Technology and the Sexualization of Young Women
Table of Contents
Objective: This lesson plan is intended to help students better understand how social media sexualizes young girls and women in ways that have long-standing and detrimental impacts on society. While it is intended for students in grades nine through twelve, we imagine that a broad range of readers may find it useful. This lesson plan includes a powerpoint full of visual examples along with an explanation on each slide. It may be beneficial to use a powerpoint format as an introduction, as there are handouts and activities to follow. There are also four homework assignments provided, two short readings, two videos, instructions for a debate, and a worksheet.
Why: Students are using technology every day and it is our responsibility as educators to teach them how to safely use the technology they are exposed to and to be informed consumers of information. This lesson plan teaches students about how technology sexualizes young women while using real-life examples to help them recognize this in their own lives. After this lesson and conversations, students can then share this knowledge with those who have not been exposed to this lesson and hopefully make social media a bit of a safer space.

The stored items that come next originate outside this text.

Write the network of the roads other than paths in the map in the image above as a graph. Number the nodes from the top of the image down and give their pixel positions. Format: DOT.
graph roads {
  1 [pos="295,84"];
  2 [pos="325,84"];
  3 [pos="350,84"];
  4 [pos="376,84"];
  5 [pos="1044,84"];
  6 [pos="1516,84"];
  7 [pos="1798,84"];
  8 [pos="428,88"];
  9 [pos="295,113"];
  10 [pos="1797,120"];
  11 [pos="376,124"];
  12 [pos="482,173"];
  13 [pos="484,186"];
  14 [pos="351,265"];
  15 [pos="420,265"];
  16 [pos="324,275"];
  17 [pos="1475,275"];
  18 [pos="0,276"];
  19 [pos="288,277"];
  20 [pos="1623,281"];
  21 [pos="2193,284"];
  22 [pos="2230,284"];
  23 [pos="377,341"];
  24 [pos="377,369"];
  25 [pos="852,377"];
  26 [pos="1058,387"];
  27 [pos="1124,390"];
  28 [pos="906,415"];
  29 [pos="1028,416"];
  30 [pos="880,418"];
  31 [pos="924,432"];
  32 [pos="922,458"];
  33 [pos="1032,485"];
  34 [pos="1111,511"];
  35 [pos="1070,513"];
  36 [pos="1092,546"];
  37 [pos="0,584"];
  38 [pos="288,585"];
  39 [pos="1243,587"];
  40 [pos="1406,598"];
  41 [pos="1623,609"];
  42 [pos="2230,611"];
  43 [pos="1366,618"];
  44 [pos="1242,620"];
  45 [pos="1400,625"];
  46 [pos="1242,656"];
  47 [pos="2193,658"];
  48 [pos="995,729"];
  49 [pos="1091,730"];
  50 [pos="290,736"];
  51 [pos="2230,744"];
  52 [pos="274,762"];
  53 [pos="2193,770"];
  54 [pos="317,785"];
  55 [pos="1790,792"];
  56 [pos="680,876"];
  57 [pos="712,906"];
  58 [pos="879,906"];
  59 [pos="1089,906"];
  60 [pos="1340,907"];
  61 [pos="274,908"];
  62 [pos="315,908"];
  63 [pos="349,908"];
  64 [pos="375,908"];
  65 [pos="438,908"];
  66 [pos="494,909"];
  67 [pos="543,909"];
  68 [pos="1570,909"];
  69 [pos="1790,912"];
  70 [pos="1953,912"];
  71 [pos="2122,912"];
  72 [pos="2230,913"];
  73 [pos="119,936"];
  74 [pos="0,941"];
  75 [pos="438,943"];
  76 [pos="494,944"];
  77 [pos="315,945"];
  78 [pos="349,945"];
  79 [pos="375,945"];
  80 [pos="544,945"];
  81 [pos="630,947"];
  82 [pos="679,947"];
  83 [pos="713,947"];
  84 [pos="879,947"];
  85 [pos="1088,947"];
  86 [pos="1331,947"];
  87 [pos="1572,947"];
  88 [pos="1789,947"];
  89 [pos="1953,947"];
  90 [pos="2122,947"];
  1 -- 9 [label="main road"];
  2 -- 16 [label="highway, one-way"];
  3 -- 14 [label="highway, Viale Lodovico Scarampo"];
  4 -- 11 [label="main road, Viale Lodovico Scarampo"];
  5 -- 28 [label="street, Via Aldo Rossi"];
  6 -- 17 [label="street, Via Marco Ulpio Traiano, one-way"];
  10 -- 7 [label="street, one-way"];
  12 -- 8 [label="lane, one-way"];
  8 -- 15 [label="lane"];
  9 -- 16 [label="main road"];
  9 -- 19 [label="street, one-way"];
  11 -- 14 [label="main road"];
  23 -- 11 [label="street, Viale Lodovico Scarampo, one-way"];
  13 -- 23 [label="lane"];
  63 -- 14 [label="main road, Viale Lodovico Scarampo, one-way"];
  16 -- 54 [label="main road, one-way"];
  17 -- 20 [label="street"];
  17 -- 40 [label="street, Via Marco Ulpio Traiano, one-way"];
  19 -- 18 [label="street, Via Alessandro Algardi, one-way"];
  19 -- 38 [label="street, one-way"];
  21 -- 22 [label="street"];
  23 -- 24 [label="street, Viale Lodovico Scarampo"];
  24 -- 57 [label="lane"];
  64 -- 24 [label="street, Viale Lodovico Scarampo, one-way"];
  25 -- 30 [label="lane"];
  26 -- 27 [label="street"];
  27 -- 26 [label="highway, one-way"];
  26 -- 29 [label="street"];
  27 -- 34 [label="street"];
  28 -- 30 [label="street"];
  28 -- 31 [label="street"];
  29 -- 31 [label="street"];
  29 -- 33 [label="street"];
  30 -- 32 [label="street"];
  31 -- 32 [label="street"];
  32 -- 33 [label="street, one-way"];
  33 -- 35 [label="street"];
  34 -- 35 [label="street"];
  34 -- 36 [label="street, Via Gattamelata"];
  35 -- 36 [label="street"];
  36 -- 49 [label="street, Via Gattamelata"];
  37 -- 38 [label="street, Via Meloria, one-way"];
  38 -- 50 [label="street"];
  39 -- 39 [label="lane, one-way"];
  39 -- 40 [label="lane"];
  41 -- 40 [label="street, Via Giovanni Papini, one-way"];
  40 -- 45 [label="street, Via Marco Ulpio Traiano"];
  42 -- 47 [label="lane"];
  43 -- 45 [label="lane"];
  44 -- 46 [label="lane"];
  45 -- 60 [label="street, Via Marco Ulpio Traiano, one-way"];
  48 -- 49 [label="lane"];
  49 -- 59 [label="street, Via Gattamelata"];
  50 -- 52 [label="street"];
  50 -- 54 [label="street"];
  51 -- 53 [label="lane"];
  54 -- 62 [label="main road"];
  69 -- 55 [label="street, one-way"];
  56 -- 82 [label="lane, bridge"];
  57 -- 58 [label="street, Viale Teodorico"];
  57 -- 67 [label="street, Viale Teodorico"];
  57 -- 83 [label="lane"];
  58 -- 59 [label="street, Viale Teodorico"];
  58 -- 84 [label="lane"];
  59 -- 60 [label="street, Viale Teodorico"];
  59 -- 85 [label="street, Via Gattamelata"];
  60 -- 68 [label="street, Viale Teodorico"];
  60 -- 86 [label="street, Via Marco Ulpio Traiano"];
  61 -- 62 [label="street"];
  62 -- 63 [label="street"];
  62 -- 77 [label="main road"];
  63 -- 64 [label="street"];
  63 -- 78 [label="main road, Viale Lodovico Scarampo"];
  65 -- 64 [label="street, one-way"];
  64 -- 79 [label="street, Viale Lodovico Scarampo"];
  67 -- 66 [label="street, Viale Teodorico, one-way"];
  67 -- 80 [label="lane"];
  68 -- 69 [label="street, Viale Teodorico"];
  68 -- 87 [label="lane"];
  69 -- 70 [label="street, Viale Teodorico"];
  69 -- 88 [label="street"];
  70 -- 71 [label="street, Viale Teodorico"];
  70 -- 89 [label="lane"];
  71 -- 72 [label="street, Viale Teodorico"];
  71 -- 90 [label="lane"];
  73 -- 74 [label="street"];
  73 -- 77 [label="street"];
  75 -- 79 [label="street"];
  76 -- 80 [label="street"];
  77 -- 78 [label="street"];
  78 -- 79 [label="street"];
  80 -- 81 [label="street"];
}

Who We Are: Our names are Tai White, Aleeza Cohen, Hannah Dwyer, and Gabriela Evola. We are four students at SUNY Cortland who presented this lesson to our peers in a course called Digital Divides. In this course, we critically review how digital technologies can generate societal challenges that revolve around inequalities of race, class, and gender. After a two week process of researching this topic and preparing this project, we brought our knowledge and content to a classroom and successfully led this exact lesson plan.
2. Framing Activity
Why?: The homework assignment is set up as a framing activity for the students to complete the night before the given lesson. This assignment contains material for the students to read over and receive a better understanding of the topic, as well as some background knowledge before coming to the next class. Each student’s response is entered through the class’s private blog but can be seen by their peers as they each incorporate their reflections into the discussion board.
Homework Assignment: Read these articles and write a one-page reflection about your feelings towards theses readings and topics. Paste digital example to a blog post before class that displays the issues we discussed. This digital example can come from any social media source or any website about the topic.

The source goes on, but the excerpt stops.